The differences between jumbo and standard are significant bigger than before. I do not know why.
The behavoir when sending data from PC to NAS is by far not as smooth and stable as from NAS to PC. I tried what the best MTU settings is for PC and NAS (on trunk level!!_ I can not change that on pfSense.
Especially the PC profit strongly from a bit bigger MTU than 9000.
The application frame at the NAS and pfSense where 1500 and 9000 all the time, I can not control that on the PC.
As before I do not understand every thing especially as related to the behavoir of the Windows11 PC.
-
you are still on a lagg - you have no idea if that hairpinns or not..
take the lag out of the equation on both your nas and your pfsense. Are disks involved in this test? Take them out - use just iperf.
Using different uplinks for each network (a or b) prevents hairpin.
When you lagg you don't actually know what physical interface is being used.. You could end up with this
fLags are great when you have lots of different devices talking to lots of other devices, and you want redundancy if one of the connections fail. Or more bandwidth in the total pipe that multiple clients talking to multiple other devices can share. But when you throw a bunch of vlans on a lag, and you have intervlan traffic that routes over the same lag, you are not going to be sure it doesn't hairpin. Which depending might not matter so much if say your lagg connection was 10ge and your devices connections were only 1ge.. But when you want to make sure that your not sharing the same physical connection for both directions of the traffic for optimal speed, lagg is not the way to go because you have no actual control over which path traffic will take.
Same goes for just 1 single connection, ie a trunk port that has multiple vlans on it - and you have intervlan traffic - your going to hairpin.
-
John I really really do not understand your hairpin / lagg issue !!!
In case the pc and the nas are on a different vlan, the traffic will pass pfSense.
Add that implies an upstream and a downstream both through the lagg. And IMHO it is not so interesting which physical path from the lagg they take.
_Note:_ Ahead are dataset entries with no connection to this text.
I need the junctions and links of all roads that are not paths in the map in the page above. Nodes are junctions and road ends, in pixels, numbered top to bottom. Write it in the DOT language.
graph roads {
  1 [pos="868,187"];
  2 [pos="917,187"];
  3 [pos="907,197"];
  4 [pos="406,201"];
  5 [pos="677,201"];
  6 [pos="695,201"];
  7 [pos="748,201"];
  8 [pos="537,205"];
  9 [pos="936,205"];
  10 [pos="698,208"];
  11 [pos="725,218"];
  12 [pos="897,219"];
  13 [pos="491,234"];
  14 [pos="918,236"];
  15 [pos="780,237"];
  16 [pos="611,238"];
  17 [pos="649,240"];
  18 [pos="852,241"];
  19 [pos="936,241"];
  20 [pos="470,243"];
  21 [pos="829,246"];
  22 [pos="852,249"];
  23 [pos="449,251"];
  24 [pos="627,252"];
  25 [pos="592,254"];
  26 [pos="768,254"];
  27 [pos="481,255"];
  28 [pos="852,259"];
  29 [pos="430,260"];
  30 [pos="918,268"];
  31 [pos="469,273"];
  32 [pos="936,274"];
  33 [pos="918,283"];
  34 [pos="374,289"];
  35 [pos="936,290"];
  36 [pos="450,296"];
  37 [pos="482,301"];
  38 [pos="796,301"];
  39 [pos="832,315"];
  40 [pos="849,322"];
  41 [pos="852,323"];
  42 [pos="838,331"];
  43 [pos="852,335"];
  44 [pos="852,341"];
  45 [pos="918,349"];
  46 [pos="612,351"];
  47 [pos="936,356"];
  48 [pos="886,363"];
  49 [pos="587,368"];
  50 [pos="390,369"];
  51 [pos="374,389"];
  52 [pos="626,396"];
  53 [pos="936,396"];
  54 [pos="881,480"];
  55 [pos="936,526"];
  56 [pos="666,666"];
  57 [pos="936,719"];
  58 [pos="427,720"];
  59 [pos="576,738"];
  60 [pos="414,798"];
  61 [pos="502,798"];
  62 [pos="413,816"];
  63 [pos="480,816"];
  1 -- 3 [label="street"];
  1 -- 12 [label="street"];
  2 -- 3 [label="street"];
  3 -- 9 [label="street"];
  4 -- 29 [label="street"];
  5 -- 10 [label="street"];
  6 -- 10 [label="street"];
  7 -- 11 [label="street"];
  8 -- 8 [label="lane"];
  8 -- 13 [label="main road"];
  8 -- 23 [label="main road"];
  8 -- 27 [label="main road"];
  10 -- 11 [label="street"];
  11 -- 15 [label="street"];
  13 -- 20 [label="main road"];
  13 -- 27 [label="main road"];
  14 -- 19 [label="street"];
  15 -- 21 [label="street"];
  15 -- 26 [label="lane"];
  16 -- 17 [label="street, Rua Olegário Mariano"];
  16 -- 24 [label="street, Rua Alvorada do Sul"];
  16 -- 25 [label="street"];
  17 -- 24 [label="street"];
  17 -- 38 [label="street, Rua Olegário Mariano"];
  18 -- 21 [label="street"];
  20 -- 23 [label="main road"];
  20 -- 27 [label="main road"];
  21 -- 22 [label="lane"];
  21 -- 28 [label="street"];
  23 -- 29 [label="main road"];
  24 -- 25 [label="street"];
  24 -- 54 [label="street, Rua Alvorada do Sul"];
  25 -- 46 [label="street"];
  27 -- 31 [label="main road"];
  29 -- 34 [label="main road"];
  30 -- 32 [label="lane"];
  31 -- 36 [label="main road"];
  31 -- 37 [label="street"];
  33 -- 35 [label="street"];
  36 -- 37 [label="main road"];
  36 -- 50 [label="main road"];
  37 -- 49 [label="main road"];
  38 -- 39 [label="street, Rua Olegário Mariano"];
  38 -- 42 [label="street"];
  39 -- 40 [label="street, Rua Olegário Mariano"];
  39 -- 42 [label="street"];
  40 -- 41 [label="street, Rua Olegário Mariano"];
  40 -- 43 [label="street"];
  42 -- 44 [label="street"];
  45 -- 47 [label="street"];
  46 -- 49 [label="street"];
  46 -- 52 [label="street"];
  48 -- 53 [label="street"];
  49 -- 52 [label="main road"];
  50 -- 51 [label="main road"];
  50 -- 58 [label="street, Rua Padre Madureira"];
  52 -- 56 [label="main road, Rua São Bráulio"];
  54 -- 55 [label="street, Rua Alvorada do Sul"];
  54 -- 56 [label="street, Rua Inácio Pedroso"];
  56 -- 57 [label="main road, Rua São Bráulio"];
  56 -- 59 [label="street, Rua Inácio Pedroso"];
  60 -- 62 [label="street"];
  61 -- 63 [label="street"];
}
So you are correct the uplink and the down stream could take the same physical path. But each physical path is 10G-up and 10G down. And since stream-1 is almost 100% up and the other stream is almost 100% down they are not eating each others bandwidth away. So in the worst case scenario the lagg capacity equals the capacity of one 10G-connection.
The NAS connection is 10G just as all other connections. So the maximum traffic the NAS can generate is 10bit.
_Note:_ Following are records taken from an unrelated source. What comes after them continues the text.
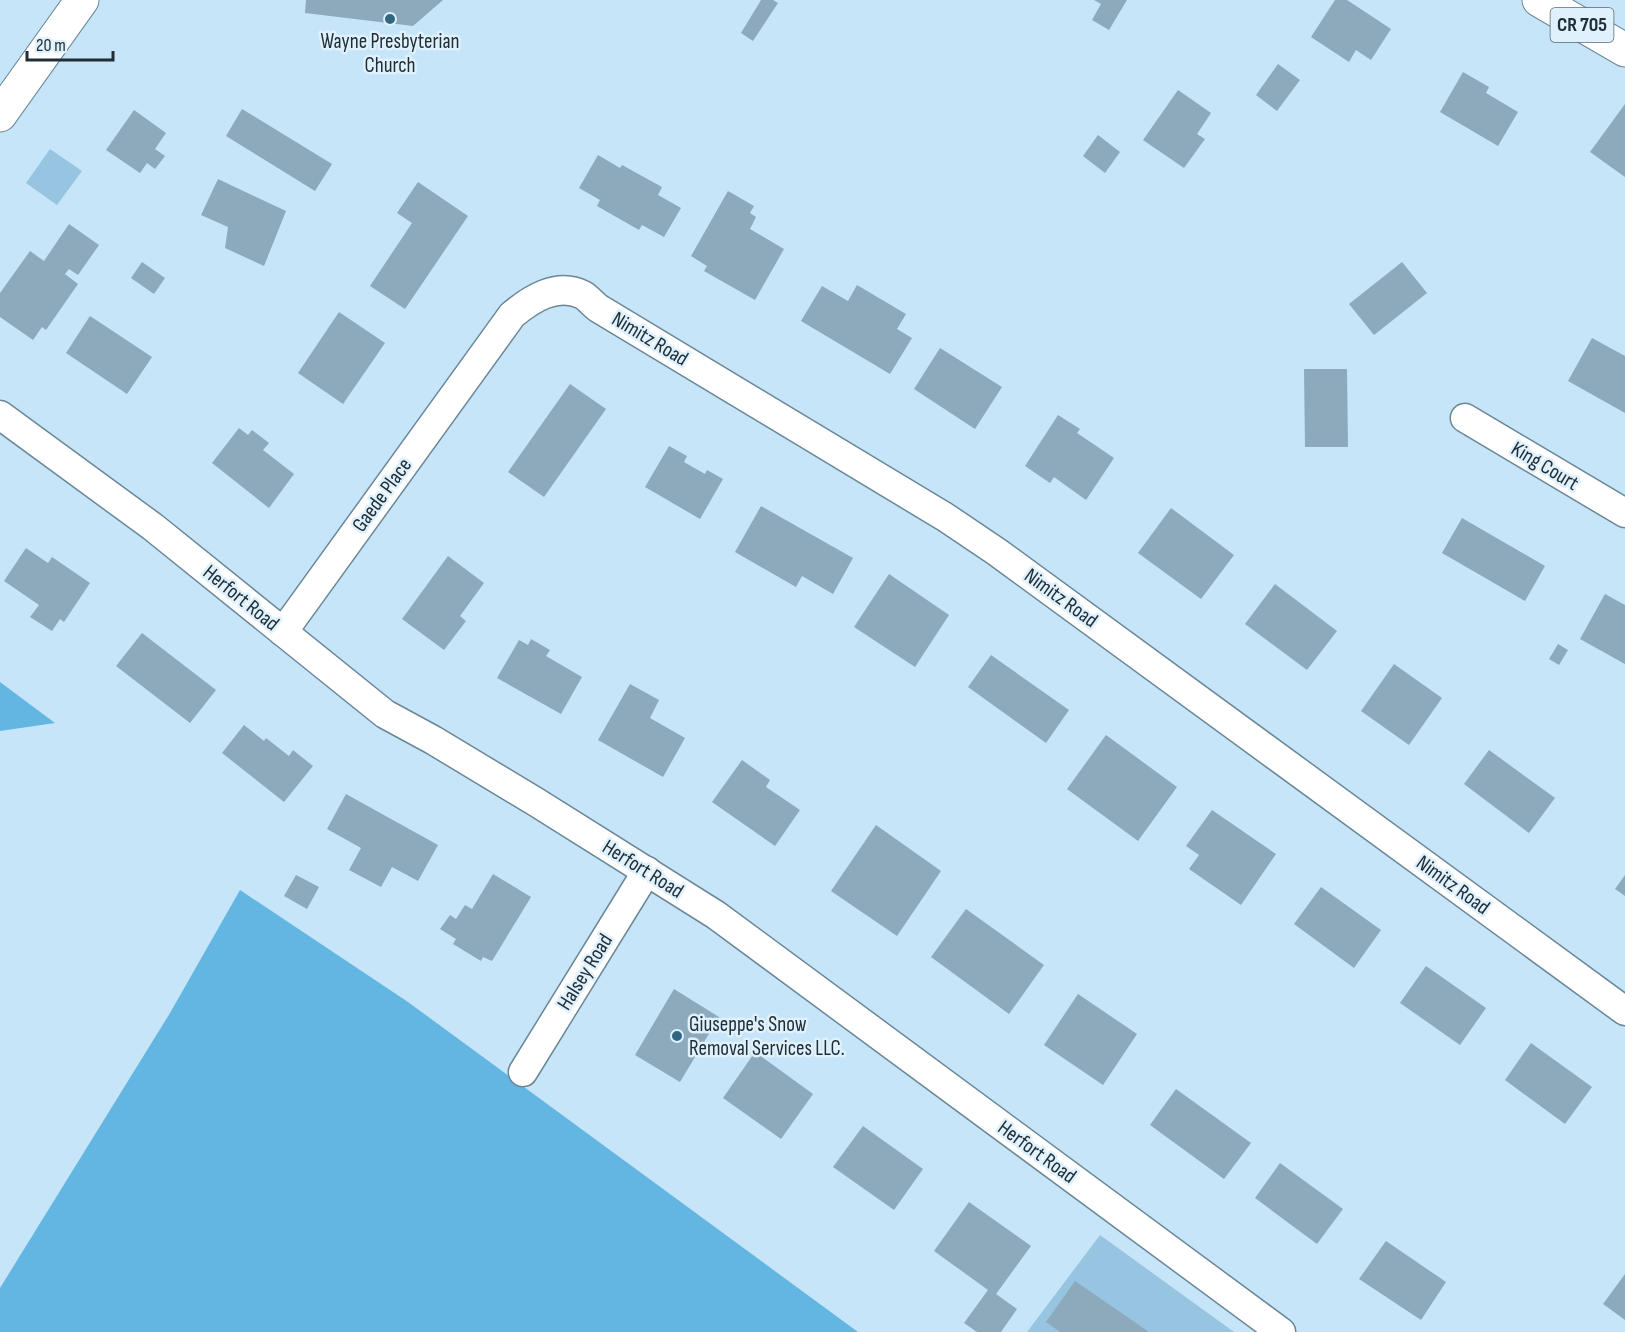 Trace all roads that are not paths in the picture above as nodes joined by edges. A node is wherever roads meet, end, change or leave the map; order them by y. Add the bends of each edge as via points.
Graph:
1 (82, 0) edge
2 (1539, 0) edge
3 (1625, 50) edge
4 (0, 115) edge
5 (481, 359) joint
6 (0, 415) edge
7 (1465, 418) dead end
8 (1625, 513) edge
9 (283, 632) junction
10 (647, 871) junction
11 (1625, 1011) edge
12 (523, 1072) dead end
13 (1281, 1332) edge

1 - 4 main road
2 - 3 main road, CR 705
5 - 9 street, Gaede Place
5 - 11 street, Nimitz Road via 512,315 529,301 566,291 583,295 598,308 997,552
6 - 9 street, Herfort Road via 153,527
7 - 8 street, King Court
9 - 10 street, Herfort Road via 385,714
10 - 12 street, Halsey Road
10 - 13 street, Herfort Road via 716,915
Being the sum to all other vlans. And if that are other vlans they will all pass pfSense. So what !!??In case the traffic stays on the same vlan, the traffic will not pass pfSense at all, so not passing the the lagg at all.
For info at this moment I use L2/L3/L4 hash algorithm at the pfSense side. At the switch site (SX3008F) I use source and destination IP). I could reserve one path for the NAS vlan and the other path for all other vlans'but if that would be an improvement ... I doubt.
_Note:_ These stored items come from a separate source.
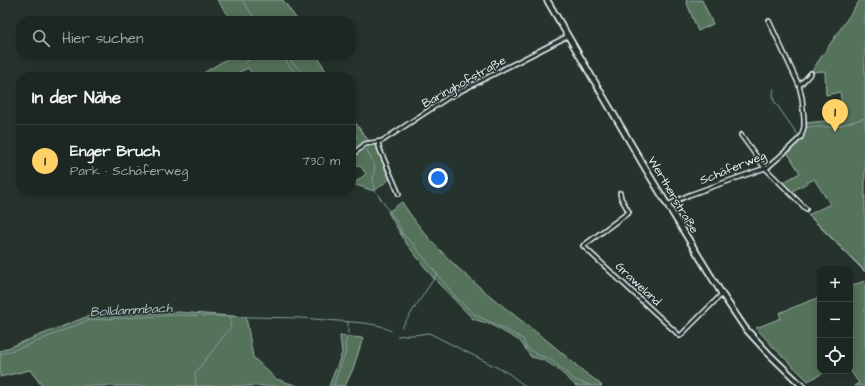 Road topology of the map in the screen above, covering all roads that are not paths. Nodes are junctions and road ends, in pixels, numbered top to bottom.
1 (547, 0) edge
2 (769, 21) dead end
3 (568, 36) junction
4 (811, 73) dead end
5 (799, 85) junction
6 (741, 135) dead end
7 (378, 142) junction
8 (356, 152) edge
9 (765, 168) junction
10 (620, 193) dead end
11 (399, 194) dead end
12 (667, 205) junction
13 (806, 209) dead end
14 (722, 294) junction
15 (802, 386) edge

1 - 3 main road, Wertherstraße
2 - 5 street, Schäferweg
3 - 7 street, Baringhofstraße
3 - 12 main road, Wertherstraße
4 - 5 street
5 - 9 street, Schäferweg
6 - 9 street
7 - 8 street, Baringhofstraße
7 - 11 street
9 - 12 street, Schäferweg
9 - 13 street
10 - 14 street, Graweland
12 - 14 main road, Wertherstraße
14 - 15 main road, Wertherstraße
So what what is the problem !!!!!! ??????
Louis
-
@louis2 These are the only 2 machines talking to each other at the same time? Then it isn't a problem, your acks are going to go on the same wire as well now.. So you would never be able to see full throughput. be it that small.
Your talking about a optimization of jumbo, but then are not caring about your overall bandwidth being reduced.
What if you have machines C and D talking to each other on a completely different vlans - but they share the same wire now. Or could be.
If your happy with your setup.. Have at it.
All of that aside - you still haven't shown that your disks can read/write at the extra throughput jumbo could bring.. If the disks can not write/read even bandwidth X (standard 1500).. Does it make any sense to complex up the network with jumbo to gain that extra speed jumbo could provide?
There is no freaking way jumbo gives you this sort of boost
You have something else going on there.. If you are only seeing 3.2 on 1500, and 9.4 on jumbo.